INSTRUCTIONS FOR THE TASK:
Set down the full listing below word for word; pictures stay out of the copy.

MATERIAL FOR THE TASK:
__________
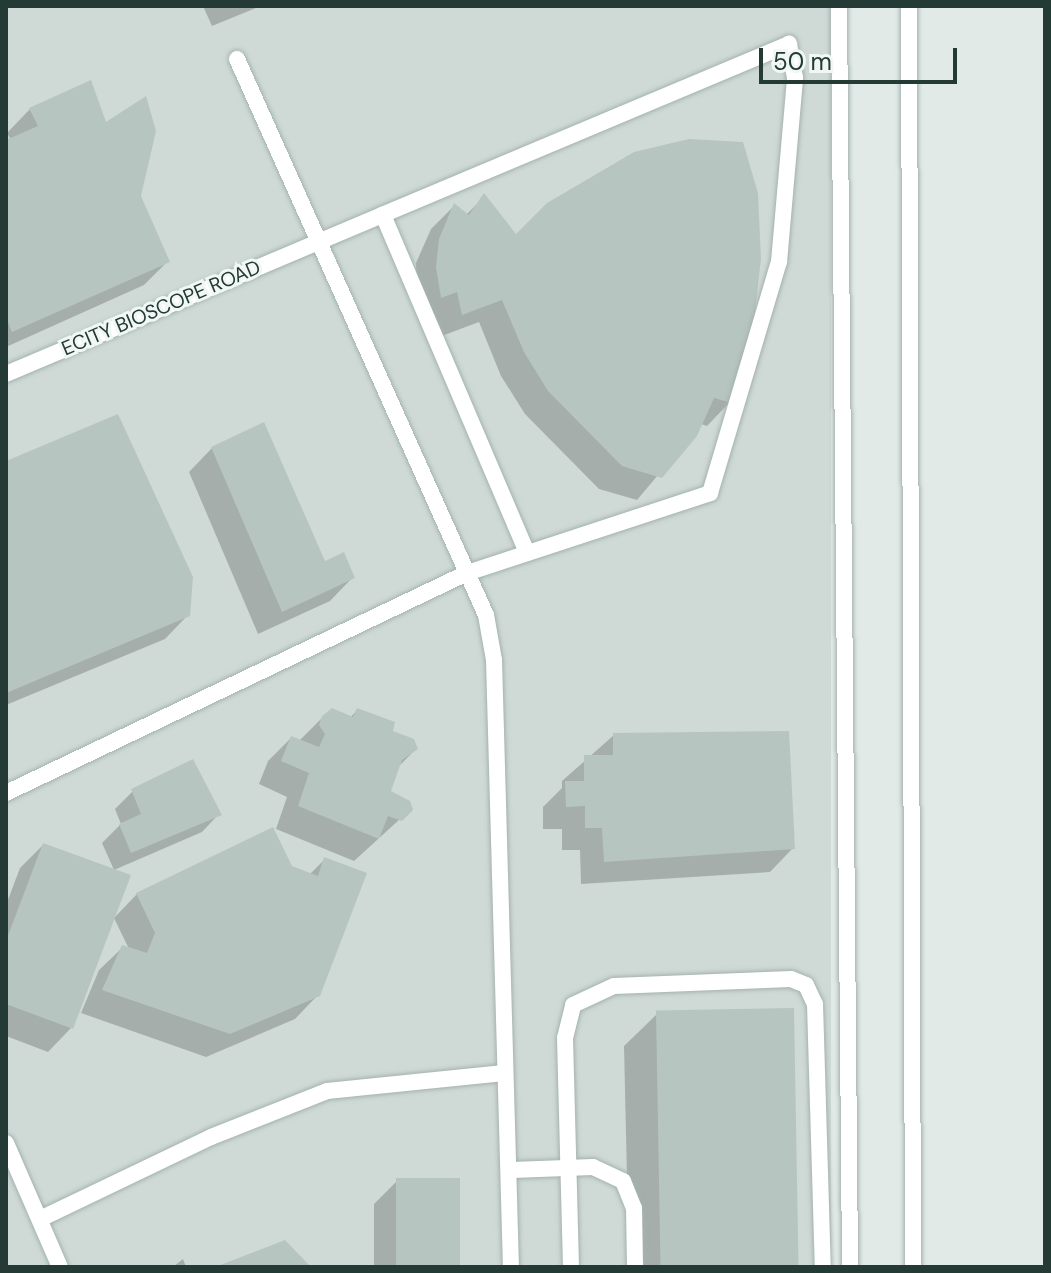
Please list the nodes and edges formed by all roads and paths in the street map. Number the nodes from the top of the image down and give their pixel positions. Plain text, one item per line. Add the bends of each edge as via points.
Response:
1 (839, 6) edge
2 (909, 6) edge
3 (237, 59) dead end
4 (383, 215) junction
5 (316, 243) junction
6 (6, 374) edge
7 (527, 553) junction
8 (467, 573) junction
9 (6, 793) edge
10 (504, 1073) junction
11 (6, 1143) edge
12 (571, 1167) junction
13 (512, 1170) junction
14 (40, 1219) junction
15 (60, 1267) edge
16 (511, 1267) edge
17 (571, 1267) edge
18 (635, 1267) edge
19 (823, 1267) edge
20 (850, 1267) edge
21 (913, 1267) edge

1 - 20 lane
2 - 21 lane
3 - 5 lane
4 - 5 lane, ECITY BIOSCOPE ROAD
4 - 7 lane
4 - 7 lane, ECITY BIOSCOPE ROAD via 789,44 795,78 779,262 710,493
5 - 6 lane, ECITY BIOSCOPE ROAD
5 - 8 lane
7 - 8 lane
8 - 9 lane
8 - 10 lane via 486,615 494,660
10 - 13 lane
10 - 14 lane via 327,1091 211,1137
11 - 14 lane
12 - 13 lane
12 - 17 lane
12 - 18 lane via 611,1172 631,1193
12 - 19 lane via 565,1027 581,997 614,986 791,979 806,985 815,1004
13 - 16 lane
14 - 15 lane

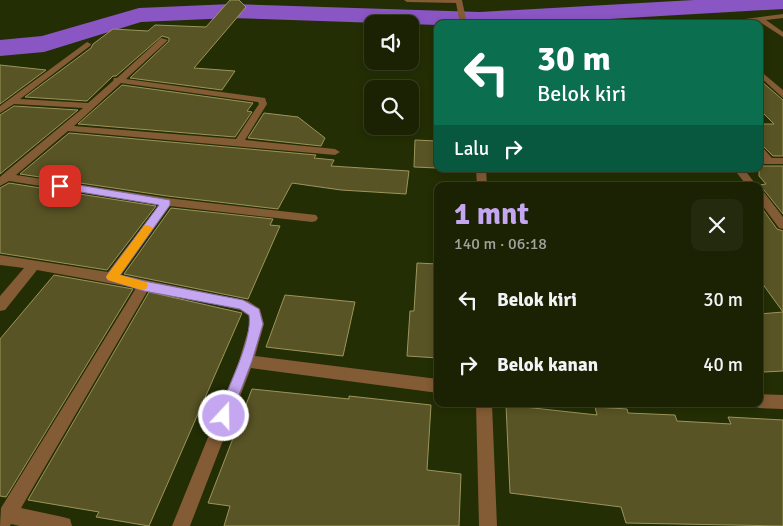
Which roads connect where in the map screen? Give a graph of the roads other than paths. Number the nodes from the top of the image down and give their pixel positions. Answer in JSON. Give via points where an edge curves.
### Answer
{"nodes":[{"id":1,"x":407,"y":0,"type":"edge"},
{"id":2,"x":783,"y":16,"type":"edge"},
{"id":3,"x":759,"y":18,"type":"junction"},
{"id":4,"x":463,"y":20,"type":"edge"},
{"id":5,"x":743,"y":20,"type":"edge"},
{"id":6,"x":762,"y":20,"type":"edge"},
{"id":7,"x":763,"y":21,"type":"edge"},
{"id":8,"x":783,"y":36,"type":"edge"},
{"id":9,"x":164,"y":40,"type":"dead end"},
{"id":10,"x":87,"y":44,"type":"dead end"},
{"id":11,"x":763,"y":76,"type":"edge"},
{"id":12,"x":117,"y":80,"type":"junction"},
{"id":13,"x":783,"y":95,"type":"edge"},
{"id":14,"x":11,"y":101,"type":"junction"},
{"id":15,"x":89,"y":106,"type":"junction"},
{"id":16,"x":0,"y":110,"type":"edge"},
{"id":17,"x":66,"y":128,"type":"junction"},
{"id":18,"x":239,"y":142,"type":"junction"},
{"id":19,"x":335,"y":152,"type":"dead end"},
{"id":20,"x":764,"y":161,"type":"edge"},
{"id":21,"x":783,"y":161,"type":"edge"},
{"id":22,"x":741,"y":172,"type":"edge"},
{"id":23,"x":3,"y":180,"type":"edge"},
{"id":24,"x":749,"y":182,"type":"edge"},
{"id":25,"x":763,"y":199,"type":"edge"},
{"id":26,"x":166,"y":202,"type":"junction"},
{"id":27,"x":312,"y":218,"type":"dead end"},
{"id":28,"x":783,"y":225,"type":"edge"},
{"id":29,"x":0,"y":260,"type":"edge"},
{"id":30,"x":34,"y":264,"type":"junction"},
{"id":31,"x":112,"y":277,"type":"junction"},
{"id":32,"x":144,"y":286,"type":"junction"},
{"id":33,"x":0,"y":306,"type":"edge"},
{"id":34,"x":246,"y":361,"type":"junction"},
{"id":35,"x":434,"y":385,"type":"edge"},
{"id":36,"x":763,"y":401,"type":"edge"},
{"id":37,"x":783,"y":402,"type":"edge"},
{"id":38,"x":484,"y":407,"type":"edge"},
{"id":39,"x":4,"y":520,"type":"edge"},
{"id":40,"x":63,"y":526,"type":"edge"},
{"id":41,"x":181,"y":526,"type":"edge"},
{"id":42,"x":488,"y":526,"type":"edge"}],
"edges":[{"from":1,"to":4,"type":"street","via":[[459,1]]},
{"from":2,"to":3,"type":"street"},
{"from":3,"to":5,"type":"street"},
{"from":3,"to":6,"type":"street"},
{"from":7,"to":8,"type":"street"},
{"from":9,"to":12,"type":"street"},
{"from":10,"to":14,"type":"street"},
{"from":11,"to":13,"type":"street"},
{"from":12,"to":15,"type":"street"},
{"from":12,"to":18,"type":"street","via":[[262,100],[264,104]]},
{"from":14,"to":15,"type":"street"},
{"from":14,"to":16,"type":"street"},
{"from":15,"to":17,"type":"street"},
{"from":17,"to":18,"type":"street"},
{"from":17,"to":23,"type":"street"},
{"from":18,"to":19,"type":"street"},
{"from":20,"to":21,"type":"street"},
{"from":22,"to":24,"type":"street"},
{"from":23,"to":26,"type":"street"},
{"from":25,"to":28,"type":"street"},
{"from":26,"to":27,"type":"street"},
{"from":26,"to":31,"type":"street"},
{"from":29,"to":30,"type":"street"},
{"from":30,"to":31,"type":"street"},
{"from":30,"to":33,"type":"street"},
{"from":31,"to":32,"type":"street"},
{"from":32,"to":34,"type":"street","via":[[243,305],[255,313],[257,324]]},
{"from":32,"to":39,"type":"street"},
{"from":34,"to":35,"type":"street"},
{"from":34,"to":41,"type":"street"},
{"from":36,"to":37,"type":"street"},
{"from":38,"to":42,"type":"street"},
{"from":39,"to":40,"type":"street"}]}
__________
EXERCISE RESULT:
Please list the nodes and edges formed by all roads and paths in the street map. Number the nodes from the top of the image down and give their pixel positions. Plain text, one item per line. Add the bends of each edge as via points.
Response:
1 (839, 6) edge
2 (909, 6) edge
3 (237, 59) dead end
4 (383, 215) junction
5 (316, 243) junction
6 (6, 374) edge
7 (527, 553) junction
8 (467, 573) junction
9 (6, 793) edge
10 (504, 1073) junction
11 (6, 1143) edge
12 (571, 1167) junction
13 (512, 1170) junction
14 (40, 1219) junction
15 (60, 1267) edge
16 (511, 1267) edge
17 (571, 1267) edge
18 (635, 1267) edge
19 (823, 1267) edge
20 (850, 1267) edge
21 (913, 1267) edge

1 - 20 lane
2 - 21 lane
3 - 5 lane
4 - 5 lane, ECITY BIOSCOPE ROAD
4 - 7 lane
4 - 7 lane, ECITY BIOSCOPE ROAD via 789,44 795,78 779,262 710,493
5 - 6 lane, ECITY BIOSCOPE ROAD
5 - 8 lane
7 - 8 lane
8 - 9 lane
8 - 10 lane via 486,615 494,660
10 - 13 lane
10 - 14 lane via 327,1091 211,1137
11 - 14 lane
12 - 13 lane
12 - 17 lane
12 - 18 lane via 611,1172 631,1193
12 - 19 lane via 565,1027 581,997 614,986 791,979 806,985 815,1004
13 - 16 lane
14 - 15 lane

Which roads connect where in the map screen? Give a graph of the roads other than paths. Number the nodes from the top of the image down and give their pixel positions. Answer in JSON. Give via points where an edge curves.
### Answer
{"nodes":[{"id":1,"x":407,"y":0,"type":"edge"},
{"id":2,"x":783,"y":16,"type":"edge"},
{"id":3,"x":759,"y":18,"type":"junction"},
{"id":4,"x":463,"y":20,"type":"edge"},
{"id":5,"x":743,"y":20,"type":"edge"},
{"id":6,"x":762,"y":20,"type":"edge"},
{"id":7,"x":763,"y":21,"type":"edge"},
{"id":8,"x":783,"y":36,"type":"edge"},
{"id":9,"x":164,"y":40,"type":"dead end"},
{"id":10,"x":87,"y":44,"type":"dead end"},
{"id":11,"x":763,"y":76,"type":"edge"},
{"id":12,"x":117,"y":80,"type":"junction"},
{"id":13,"x":783,"y":95,"type":"edge"},
{"id":14,"x":11,"y":101,"type":"junction"},
{"id":15,"x":89,"y":106,"type":"junction"},
{"id":16,"x":0,"y":110,"type":"edge"},
{"id":17,"x":66,"y":128,"type":"junction"},
{"id":18,"x":239,"y":142,"type":"junction"},
{"id":19,"x":335,"y":152,"type":"dead end"},
{"id":20,"x":764,"y":161,"type":"edge"},
{"id":21,"x":783,"y":161,"type":"edge"},
{"id":22,"x":741,"y":172,"type":"edge"},
{"id":23,"x":3,"y":180,"type":"edge"},
{"id":24,"x":749,"y":182,"type":"edge"},
{"id":25,"x":763,"y":199,"type":"edge"},
{"id":26,"x":166,"y":202,"type":"junction"},
{"id":27,"x":312,"y":218,"type":"dead end"},
{"id":28,"x":783,"y":225,"type":"edge"},
{"id":29,"x":0,"y":260,"type":"edge"},
{"id":30,"x":34,"y":264,"type":"junction"},
{"id":31,"x":112,"y":277,"type":"junction"},
{"id":32,"x":144,"y":286,"type":"junction"},
{"id":33,"x":0,"y":306,"type":"edge"},
{"id":34,"x":246,"y":361,"type":"junction"},
{"id":35,"x":434,"y":385,"type":"edge"},
{"id":36,"x":763,"y":401,"type":"edge"},
{"id":37,"x":783,"y":402,"type":"edge"},
{"id":38,"x":484,"y":407,"type":"edge"},
{"id":39,"x":4,"y":520,"type":"edge"},
{"id":40,"x":63,"y":526,"type":"edge"},
{"id":41,"x":181,"y":526,"type":"edge"},
{"id":42,"x":488,"y":526,"type":"edge"}],
"edges":[{"from":1,"to":4,"type":"street","via":[[459,1]]},
{"from":2,"to":3,"type":"street"},
{"from":3,"to":5,"type":"street"},
{"from":3,"to":6,"type":"street"},
{"from":7,"to":8,"type":"street"},
{"from":9,"to":12,"type":"street"},
{"from":10,"to":14,"type":"street"},
{"from":11,"to":13,"type":"street"},
{"from":12,"to":15,"type":"street"},
{"from":12,"to":18,"type":"street","via":[[262,100],[264,104]]},
{"from":14,"to":15,"type":"street"},
{"from":14,"to":16,"type":"street"},
{"from":15,"to":17,"type":"street"},
{"from":17,"to":18,"type":"street"},
{"from":17,"to":23,"type":"street"},
{"from":18,"to":19,"type":"street"},
{"from":20,"to":21,"type":"street"},
{"from":22,"to":24,"type":"street"},
{"from":23,"to":26,"type":"street"},
{"from":25,"to":28,"type":"street"},
{"from":26,"to":27,"type":"street"},
{"from":26,"to":31,"type":"street"},
{"from":29,"to":30,"type":"street"},
{"from":30,"to":31,"type":"street"},
{"from":30,"to":33,"type":"street"},
{"from":31,"to":32,"type":"street"},
{"from":32,"to":34,"type":"street","via":[[243,305],[255,313],[257,324]]},
{"from":32,"to":39,"type":"street"},
{"from":34,"to":35,"type":"street"},
{"from":34,"to":41,"type":"street"},
{"from":36,"to":37,"type":"street"},
{"from":38,"to":42,"type":"street"},
{"from":39,"to":40,"type":"street"}]}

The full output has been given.